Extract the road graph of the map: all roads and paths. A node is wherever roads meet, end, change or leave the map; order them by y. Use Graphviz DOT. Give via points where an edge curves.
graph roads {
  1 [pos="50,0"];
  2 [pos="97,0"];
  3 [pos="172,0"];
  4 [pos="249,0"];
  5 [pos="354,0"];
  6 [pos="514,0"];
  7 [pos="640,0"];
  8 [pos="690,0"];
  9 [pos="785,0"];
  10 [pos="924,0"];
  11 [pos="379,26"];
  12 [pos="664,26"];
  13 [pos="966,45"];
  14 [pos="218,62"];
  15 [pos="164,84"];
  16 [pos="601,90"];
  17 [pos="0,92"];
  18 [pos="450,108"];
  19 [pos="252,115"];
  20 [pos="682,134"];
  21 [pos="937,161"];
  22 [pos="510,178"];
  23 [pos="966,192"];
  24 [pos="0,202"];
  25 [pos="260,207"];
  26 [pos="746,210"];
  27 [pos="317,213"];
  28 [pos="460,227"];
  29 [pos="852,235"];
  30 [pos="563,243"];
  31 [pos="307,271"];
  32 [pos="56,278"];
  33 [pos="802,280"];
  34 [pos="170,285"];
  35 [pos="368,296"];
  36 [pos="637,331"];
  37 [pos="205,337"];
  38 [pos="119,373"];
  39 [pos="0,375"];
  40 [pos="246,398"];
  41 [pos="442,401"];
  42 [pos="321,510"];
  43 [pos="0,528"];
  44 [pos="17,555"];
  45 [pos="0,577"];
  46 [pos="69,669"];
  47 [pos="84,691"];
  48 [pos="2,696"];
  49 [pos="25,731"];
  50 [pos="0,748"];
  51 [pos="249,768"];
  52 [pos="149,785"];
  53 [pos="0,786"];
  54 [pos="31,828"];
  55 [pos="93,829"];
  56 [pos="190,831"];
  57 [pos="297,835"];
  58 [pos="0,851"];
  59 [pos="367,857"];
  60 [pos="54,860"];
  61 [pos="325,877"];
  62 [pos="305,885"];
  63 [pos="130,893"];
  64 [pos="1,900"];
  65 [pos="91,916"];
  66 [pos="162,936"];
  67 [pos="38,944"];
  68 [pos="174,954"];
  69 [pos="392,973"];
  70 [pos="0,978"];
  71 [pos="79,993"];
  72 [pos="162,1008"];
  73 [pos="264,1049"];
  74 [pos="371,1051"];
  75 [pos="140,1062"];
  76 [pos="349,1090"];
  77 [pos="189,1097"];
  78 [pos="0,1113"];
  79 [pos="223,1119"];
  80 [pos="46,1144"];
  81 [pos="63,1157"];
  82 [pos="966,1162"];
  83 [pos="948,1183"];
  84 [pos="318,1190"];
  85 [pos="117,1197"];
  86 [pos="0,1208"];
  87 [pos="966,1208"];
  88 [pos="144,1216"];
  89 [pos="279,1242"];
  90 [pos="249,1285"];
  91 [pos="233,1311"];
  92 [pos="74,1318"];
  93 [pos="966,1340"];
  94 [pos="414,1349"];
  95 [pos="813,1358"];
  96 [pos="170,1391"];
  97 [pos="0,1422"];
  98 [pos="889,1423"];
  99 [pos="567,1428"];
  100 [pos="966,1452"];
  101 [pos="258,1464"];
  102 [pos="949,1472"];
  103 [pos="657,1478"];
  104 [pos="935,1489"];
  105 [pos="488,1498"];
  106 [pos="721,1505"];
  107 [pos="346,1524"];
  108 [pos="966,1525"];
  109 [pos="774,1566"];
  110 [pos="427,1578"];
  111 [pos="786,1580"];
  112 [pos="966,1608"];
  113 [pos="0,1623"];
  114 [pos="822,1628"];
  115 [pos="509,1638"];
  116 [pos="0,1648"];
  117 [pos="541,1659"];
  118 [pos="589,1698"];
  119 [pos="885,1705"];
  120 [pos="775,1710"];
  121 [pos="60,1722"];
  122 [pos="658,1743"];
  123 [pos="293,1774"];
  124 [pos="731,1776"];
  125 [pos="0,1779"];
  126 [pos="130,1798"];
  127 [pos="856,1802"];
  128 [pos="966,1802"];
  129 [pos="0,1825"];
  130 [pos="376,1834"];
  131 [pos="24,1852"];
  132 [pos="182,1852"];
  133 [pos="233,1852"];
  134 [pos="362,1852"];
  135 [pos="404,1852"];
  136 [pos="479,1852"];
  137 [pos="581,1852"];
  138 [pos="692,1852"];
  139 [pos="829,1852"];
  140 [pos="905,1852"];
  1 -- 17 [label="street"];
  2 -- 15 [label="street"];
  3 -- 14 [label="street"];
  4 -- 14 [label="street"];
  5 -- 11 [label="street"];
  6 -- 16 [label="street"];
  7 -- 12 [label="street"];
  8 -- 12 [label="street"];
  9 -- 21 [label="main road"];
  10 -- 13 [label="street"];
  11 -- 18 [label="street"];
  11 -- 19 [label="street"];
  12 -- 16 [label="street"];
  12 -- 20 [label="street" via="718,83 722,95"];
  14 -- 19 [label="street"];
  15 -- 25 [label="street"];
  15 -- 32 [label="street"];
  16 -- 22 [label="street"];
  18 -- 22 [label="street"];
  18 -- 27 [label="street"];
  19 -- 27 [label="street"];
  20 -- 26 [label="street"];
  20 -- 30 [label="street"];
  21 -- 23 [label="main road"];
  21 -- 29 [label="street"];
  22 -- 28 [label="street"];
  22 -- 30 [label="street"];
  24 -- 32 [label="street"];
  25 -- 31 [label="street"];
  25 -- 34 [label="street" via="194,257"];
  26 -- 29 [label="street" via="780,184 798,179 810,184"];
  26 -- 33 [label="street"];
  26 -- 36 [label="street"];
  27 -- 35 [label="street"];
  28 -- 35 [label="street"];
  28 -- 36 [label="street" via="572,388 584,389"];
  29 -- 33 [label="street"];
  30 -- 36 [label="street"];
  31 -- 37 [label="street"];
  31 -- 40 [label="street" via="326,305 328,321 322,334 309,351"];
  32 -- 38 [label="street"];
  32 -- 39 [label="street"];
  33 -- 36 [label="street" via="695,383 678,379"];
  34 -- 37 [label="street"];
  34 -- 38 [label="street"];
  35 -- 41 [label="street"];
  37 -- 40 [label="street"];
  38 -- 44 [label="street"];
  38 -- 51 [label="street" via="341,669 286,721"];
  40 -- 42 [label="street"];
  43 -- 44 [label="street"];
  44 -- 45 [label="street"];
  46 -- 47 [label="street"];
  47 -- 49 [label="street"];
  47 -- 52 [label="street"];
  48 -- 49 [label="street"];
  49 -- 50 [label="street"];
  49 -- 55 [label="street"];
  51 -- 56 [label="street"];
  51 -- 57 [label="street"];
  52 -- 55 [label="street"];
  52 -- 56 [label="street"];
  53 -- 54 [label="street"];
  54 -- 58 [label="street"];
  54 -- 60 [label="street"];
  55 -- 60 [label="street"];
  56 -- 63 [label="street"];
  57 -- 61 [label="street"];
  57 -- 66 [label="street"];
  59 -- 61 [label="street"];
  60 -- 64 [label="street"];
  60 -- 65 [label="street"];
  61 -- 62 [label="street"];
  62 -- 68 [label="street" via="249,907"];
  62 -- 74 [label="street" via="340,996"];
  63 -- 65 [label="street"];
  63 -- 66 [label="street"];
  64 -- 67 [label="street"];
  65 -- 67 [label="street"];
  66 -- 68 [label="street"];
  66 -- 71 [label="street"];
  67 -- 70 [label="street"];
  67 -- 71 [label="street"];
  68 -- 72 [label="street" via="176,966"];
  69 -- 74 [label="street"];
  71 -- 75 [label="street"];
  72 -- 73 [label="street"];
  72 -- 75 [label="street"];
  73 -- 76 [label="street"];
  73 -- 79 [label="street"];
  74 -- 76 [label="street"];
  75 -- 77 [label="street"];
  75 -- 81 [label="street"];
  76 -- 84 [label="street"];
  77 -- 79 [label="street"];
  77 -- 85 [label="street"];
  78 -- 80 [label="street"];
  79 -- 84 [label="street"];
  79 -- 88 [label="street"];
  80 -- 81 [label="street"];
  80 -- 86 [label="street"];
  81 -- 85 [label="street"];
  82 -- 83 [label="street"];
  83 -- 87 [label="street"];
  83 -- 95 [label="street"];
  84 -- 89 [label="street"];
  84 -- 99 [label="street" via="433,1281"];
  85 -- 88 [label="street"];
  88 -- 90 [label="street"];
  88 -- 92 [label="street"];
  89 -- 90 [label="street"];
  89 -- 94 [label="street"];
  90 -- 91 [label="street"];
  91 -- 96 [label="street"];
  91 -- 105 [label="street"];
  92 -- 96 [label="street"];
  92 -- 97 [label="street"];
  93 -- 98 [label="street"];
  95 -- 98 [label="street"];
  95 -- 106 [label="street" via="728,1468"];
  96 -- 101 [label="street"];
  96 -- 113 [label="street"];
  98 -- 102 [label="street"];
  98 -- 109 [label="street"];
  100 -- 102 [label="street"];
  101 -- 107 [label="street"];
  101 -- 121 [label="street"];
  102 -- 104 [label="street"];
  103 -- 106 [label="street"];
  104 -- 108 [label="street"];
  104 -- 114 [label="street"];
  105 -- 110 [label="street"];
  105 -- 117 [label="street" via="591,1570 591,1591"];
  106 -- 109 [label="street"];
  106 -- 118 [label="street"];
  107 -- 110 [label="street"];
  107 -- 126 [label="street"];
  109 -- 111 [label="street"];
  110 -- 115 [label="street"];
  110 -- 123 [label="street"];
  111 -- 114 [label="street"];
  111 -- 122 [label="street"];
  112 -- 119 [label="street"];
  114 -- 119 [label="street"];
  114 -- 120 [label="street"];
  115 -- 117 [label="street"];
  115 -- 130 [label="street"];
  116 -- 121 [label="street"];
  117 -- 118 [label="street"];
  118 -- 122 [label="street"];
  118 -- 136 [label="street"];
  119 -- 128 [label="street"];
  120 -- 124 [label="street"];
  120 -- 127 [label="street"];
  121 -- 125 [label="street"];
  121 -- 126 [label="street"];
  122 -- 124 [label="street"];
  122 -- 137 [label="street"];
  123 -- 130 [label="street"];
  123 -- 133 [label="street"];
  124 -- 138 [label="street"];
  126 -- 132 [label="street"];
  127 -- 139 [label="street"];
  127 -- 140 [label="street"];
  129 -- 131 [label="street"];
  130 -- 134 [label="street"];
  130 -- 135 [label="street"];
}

§ AIM OF THE TASK
Whenever the string "main" turns up in a line of the data, copy that line.

§ WRITTEN RESPONSE
  9 -- 21 [label="main road"];
  21 -- 23 [label="main road"];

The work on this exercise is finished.